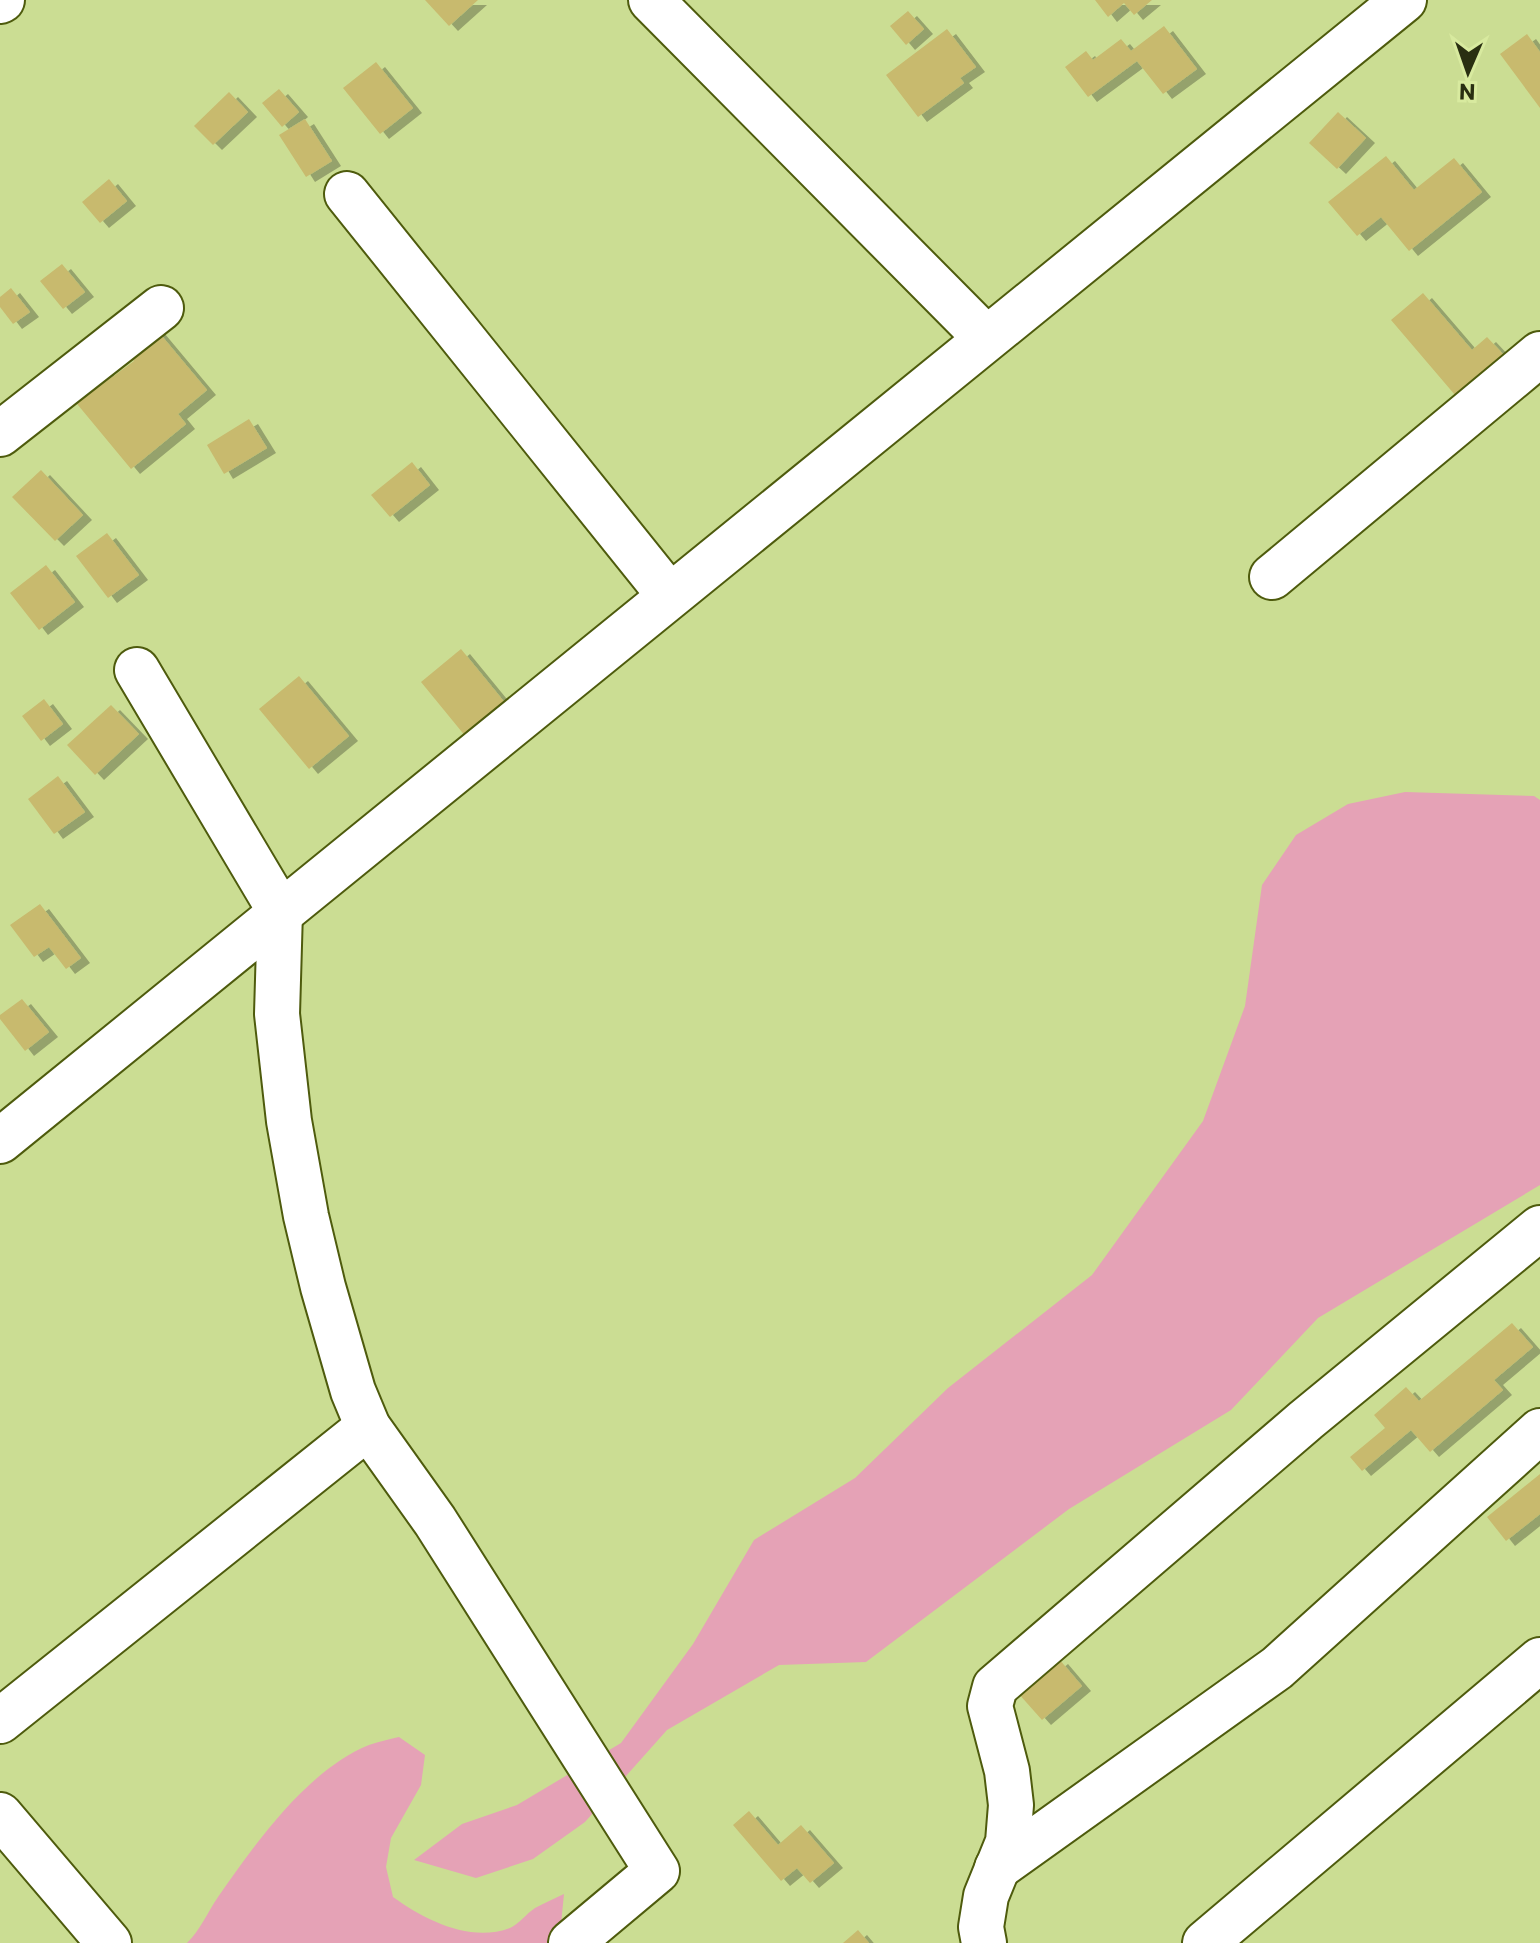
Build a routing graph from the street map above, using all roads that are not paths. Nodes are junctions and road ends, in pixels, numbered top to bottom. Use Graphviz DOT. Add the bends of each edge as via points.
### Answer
graph roads {
  1 [pos="651,0"];
  2 [pos="1404,0"];
  3 [pos="347,194"];
  4 [pos="161,308"];
  5 [pos="986,338"];
  6 [pos="1540,354"];
  7 [pos="0,434"];
  8 [pos="1272,577"];
  9 [pos="669,595"];
  10 [pos="137,670"];
  11 [pos="280,911"];
  12 [pos="0,1141"];
  13 [pos="1540,1228"];
  14 [pos="368,1427"];
  15 [pos="1540,1431"];
  16 [pos="1540,1660"];
  17 [pos="0,1721"];
  18 [pos="0,1815"];
  19 [pos="997,1868"];
  20 [pos="109,1943"];
  21 [pos="571,1943"];
  22 [pos="984,1943"];
  23 [pos="1205,1943"];
  1 -- 5 [label="street"];
  2 -- 5 [label="street"];
  3 -- 9 [label="street"];
  4 -- 7 [label="street"];
  5 -- 9 [label="street"];
  6 -- 8 [label="street"];
  9 -- 11 [label="street"];
  10 -- 11 [label="street"];
  11 -- 12 [label="street"];
  11 -- 14 [label="street" via="277,1014 289,1121 323,1287"];
  13 -- 19 [label="street" via="995,1687 990,1706 1011,1805 1008,1842"];
  14 -- 17 [label="street"];
  14 -- 21 [label="street" via="435,1521 657,1871"];
  15 -- 19 [label="street" via="1277,1668"];
  16 -- 23 [label="street"];
  18 -- 20 [label="street"];
  19 -- 22 [label="street" via="986,1896"];
}
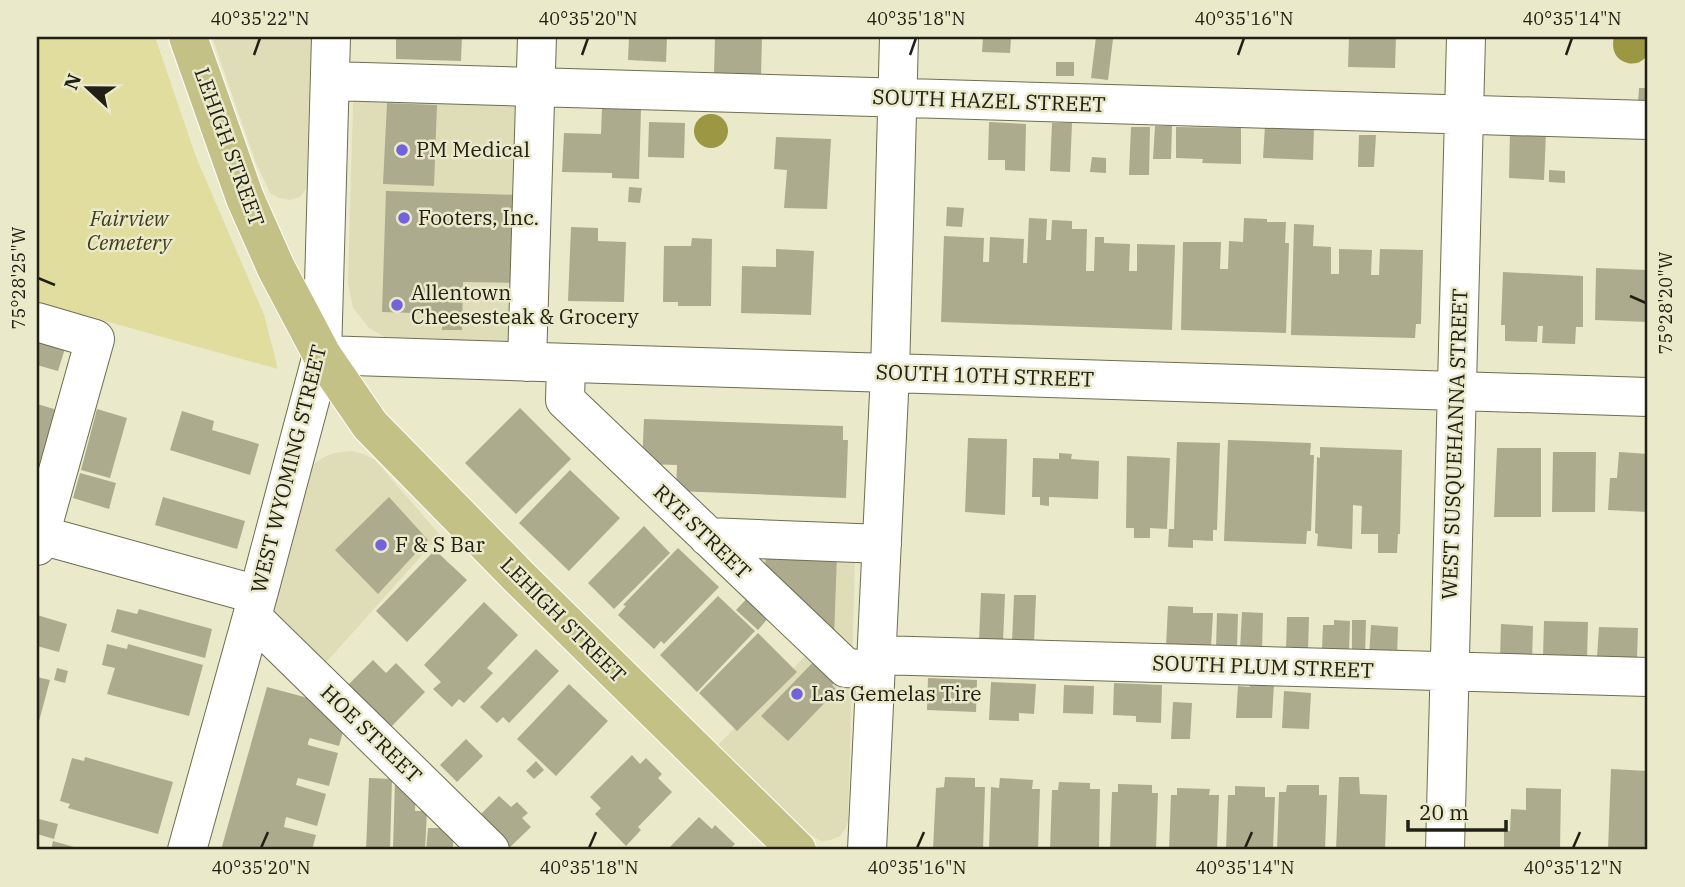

■ YOUR OBJECTIVE: All of the data above needs to be retyped exactly, with the pictures removed.

■ ANSWER:
Build a routing graph from the street map above, using all roads that are not paths. Nodes are junctions and road ends, in pixels, numbered top to bottom. Use Graphviz DOT. Add the bends of each edge as via points.
### Answer
graph roads {
  1 [pos="651,0"];
  2 [pos="1404,0"];
  3 [pos="347,194"];
  4 [pos="161,308"];
  5 [pos="986,338"];
  6 [pos="1540,354"];
  7 [pos="0,434"];
  8 [pos="1272,577"];
  9 [pos="669,595"];
  10 [pos="137,670"];
  11 [pos="280,911"];
  12 [pos="0,1141"];
  13 [pos="1540,1228"];
  14 [pos="368,1427"];
  15 [pos="1540,1431"];
  16 [pos="1540,1660"];
  17 [pos="0,1721"];
  18 [pos="0,1815"];
  19 [pos="997,1868"];
  20 [pos="109,1943"];
  21 [pos="571,1943"];
  22 [pos="984,1943"];
  23 [pos="1205,1943"];
  1 -- 5 [label="street"];
  2 -- 5 [label="street"];
  3 -- 9 [label="street"];
  4 -- 7 [label="street"];
  5 -- 9 [label="street"];
  6 -- 8 [label="street"];
  9 -- 11 [label="street"];
  10 -- 11 [label="street"];
  11 -- 12 [label="street"];
  11 -- 14 [label="street" via="277,1014 289,1121 323,1287"];
  13 -- 19 [label="street" via="995,1687 990,1706 1011,1805 1008,1842"];
  14 -- 17 [label="street"];
  14 -- 21 [label="street" via="435,1521 657,1871"];
  15 -- 19 [label="street" via="1277,1668"];
  16 -- 23 [label="street"];
  18 -- 20 [label="street"];
  19 -- 22 [label="street" via="986,1896"];
}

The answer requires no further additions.